• [INSTRUCTIONS TO FOLLOW]: Copy down every line of the data that follows exactly. Omit the pictures.

DATASET Block Start

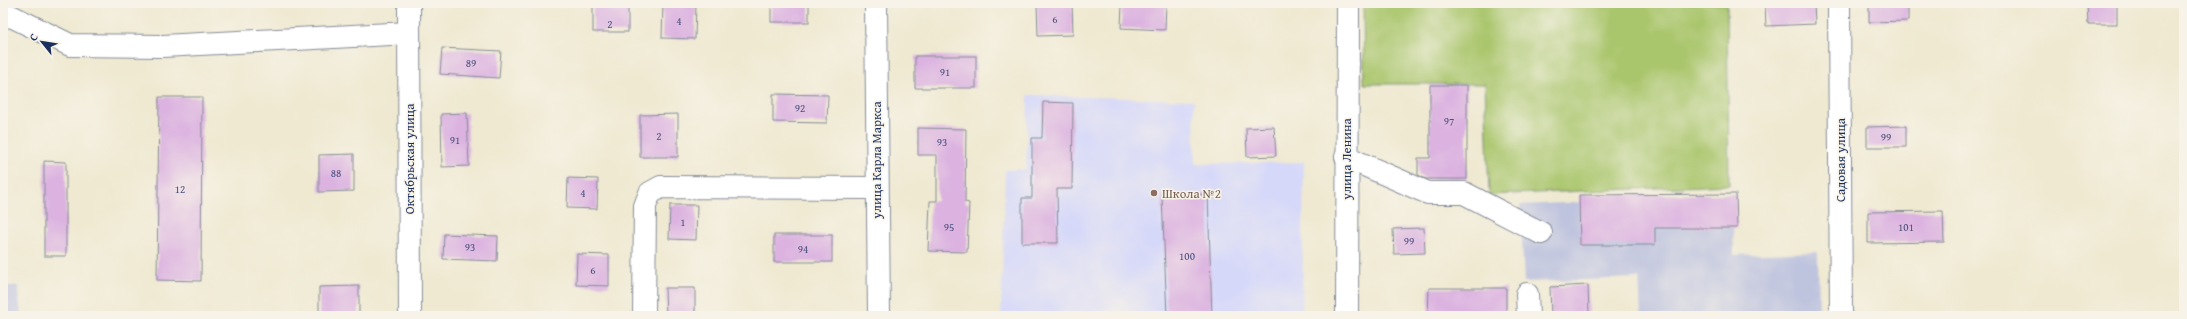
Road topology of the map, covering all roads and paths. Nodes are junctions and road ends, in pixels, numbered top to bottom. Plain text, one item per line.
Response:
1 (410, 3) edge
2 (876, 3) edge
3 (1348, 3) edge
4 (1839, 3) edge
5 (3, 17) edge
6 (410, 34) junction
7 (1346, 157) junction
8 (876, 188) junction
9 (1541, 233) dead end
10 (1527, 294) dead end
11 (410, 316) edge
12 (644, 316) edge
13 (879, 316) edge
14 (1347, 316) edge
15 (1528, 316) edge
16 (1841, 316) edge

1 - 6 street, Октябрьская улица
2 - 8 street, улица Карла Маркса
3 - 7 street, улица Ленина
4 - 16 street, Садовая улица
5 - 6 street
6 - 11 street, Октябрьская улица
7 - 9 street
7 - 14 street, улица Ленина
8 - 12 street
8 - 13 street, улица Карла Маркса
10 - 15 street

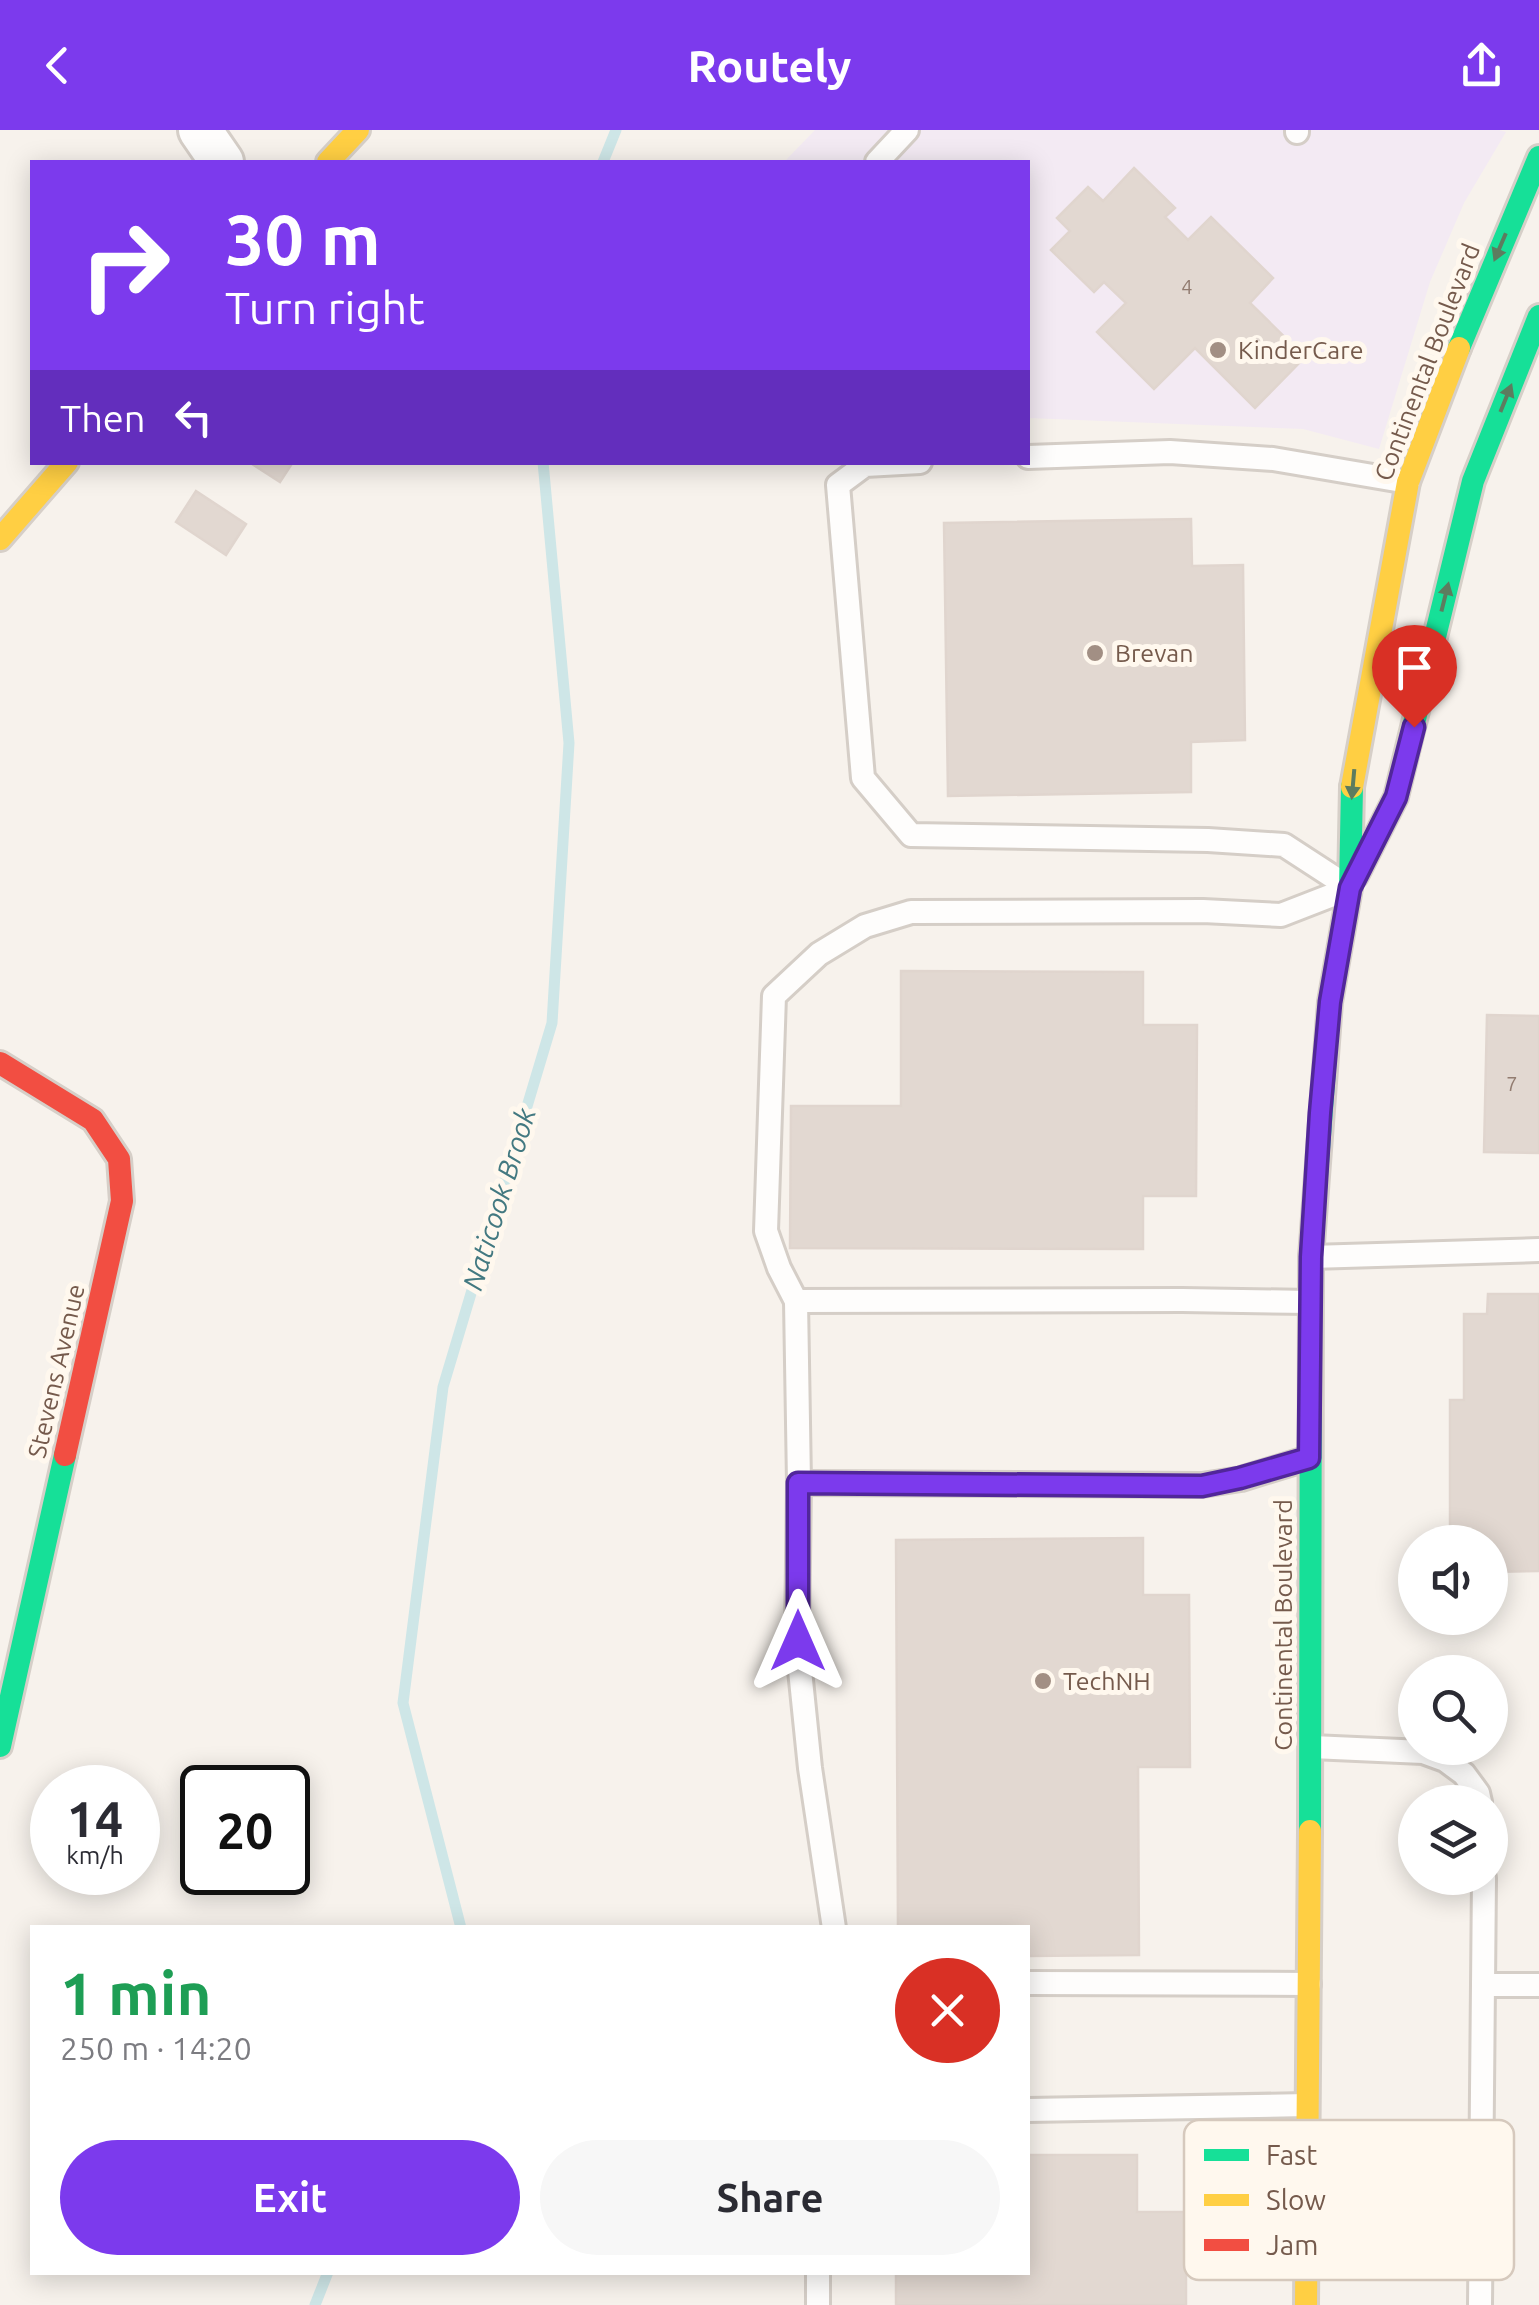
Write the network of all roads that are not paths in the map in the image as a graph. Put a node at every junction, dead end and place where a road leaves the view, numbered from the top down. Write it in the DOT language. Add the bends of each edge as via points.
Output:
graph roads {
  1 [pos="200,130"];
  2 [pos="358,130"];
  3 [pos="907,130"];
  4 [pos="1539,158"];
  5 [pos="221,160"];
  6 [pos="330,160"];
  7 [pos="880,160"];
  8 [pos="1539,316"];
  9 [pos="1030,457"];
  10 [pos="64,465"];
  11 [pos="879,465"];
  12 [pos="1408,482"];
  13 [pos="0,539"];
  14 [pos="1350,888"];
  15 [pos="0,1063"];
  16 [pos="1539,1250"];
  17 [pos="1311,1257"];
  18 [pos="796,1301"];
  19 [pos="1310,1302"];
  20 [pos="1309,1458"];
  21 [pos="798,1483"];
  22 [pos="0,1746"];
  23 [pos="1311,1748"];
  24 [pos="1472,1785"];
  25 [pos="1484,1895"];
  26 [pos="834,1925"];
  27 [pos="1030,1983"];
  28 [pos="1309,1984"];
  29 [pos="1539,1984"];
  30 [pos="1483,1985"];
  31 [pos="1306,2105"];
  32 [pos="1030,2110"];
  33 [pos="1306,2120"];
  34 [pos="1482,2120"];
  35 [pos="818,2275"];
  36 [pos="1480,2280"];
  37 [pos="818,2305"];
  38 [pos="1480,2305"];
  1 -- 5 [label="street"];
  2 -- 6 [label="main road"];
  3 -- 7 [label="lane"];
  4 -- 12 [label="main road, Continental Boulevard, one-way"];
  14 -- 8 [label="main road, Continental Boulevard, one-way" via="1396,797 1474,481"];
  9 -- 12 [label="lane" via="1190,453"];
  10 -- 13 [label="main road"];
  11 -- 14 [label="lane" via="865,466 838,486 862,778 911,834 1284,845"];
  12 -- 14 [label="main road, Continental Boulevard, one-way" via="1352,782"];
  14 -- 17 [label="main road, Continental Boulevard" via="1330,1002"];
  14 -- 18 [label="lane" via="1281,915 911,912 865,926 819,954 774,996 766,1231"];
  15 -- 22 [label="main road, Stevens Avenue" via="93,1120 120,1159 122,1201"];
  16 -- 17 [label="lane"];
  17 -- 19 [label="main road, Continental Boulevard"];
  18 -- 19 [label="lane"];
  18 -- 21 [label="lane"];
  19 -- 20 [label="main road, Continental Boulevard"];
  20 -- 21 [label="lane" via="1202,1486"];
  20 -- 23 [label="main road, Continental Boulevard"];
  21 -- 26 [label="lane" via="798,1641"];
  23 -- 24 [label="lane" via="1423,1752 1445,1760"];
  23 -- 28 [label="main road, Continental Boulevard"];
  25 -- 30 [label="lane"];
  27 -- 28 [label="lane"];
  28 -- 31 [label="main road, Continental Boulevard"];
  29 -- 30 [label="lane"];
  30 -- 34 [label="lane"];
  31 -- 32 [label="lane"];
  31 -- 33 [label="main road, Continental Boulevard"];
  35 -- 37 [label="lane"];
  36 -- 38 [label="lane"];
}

DATASET Block End

• [SOLUTION]:
Road topology of the map, covering all roads and paths. Nodes are junctions and road ends, in pixels, numbered top to bottom. Plain text, one item per line.
Response:
1 (410, 3) edge
2 (876, 3) edge
3 (1348, 3) edge
4 (1839, 3) edge
5 (3, 17) edge
6 (410, 34) junction
7 (1346, 157) junction
8 (876, 188) junction
9 (1541, 233) dead end
10 (1527, 294) dead end
11 (410, 316) edge
12 (644, 316) edge
13 (879, 316) edge
14 (1347, 316) edge
15 (1528, 316) edge
16 (1841, 316) edge

1 - 6 street, Октябрьская улица
2 - 8 street, улица Карла Маркса
3 - 7 street, улица Ленина
4 - 16 street, Садовая улица
5 - 6 street
6 - 11 street, Октябрьская улица
7 - 9 street
7 - 14 street, улица Ленина
8 - 12 street
8 - 13 street, улица Карла Маркса
10 - 15 street

Write the network of all roads that are not paths in the map in the image as a graph. Put a node at every junction, dead end and place where a road leaves the view, numbered from the top down. Write it in the DOT language. Add the bends of each edge as via points.
Output:
graph roads {
  1 [pos="200,130"];
  2 [pos="358,130"];
  3 [pos="907,130"];
  4 [pos="1539,158"];
  5 [pos="221,160"];
  6 [pos="330,160"];
  7 [pos="880,160"];
  8 [pos="1539,316"];
  9 [pos="1030,457"];
  10 [pos="64,465"];
  11 [pos="879,465"];
  12 [pos="1408,482"];
  13 [pos="0,539"];
  14 [pos="1350,888"];
  15 [pos="0,1063"];
  16 [pos="1539,1250"];
  17 [pos="1311,1257"];
  18 [pos="796,1301"];
  19 [pos="1310,1302"];
  20 [pos="1309,1458"];
  21 [pos="798,1483"];
  22 [pos="0,1746"];
  23 [pos="1311,1748"];
  24 [pos="1472,1785"];
  25 [pos="1484,1895"];
  26 [pos="834,1925"];
  27 [pos="1030,1983"];
  28 [pos="1309,1984"];
  29 [pos="1539,1984"];
  30 [pos="1483,1985"];
  31 [pos="1306,2105"];
  32 [pos="1030,2110"];
  33 [pos="1306,2120"];
  34 [pos="1482,2120"];
  35 [pos="818,2275"];
  36 [pos="1480,2280"];
  37 [pos="818,2305"];
  38 [pos="1480,2305"];
  1 -- 5 [label="street"];
  2 -- 6 [label="main road"];
  3 -- 7 [label="lane"];
  4 -- 12 [label="main road, Continental Boulevard, one-way"];
  14 -- 8 [label="main road, Continental Boulevard, one-way" via="1396,797 1474,481"];
  9 -- 12 [label="lane" via="1190,453"];
  10 -- 13 [label="main road"];
  11 -- 14 [label="lane" via="865,466 838,486 862,778 911,834 1284,845"];
  12 -- 14 [label="main road, Continental Boulevard, one-way" via="1352,782"];
  14 -- 17 [label="main road, Continental Boulevard" via="1330,1002"];
  14 -- 18 [label="lane" via="1281,915 911,912 865,926 819,954 774,996 766,1231"];
  15 -- 22 [label="main road, Stevens Avenue" via="93,1120 120,1159 122,1201"];
  16 -- 17 [label="lane"];
  17 -- 19 [label="main road, Continental Boulevard"];
  18 -- 19 [label="lane"];
  18 -- 21 [label="lane"];
  19 -- 20 [label="main road, Continental Boulevard"];
  20 -- 21 [label="lane" via="1202,1486"];
  20 -- 23 [label="main road, Continental Boulevard"];
  21 -- 26 [label="lane" via="798,1641"];
  23 -- 24 [label="lane" via="1423,1752 1445,1760"];
  23 -- 28 [label="main road, Continental Boulevard"];
  25 -- 30 [label="lane"];
  27 -- 28 [label="lane"];
  28 -- 31 [label="main road, Continental Boulevard"];
  29 -- 30 [label="lane"];
  30 -- 34 [label="lane"];
  31 -- 32 [label="lane"];
  31 -- 33 [label="main road, Continental Boulevard"];
  35 -- 37 [label="lane"];
  36 -- 38 [label="lane"];
}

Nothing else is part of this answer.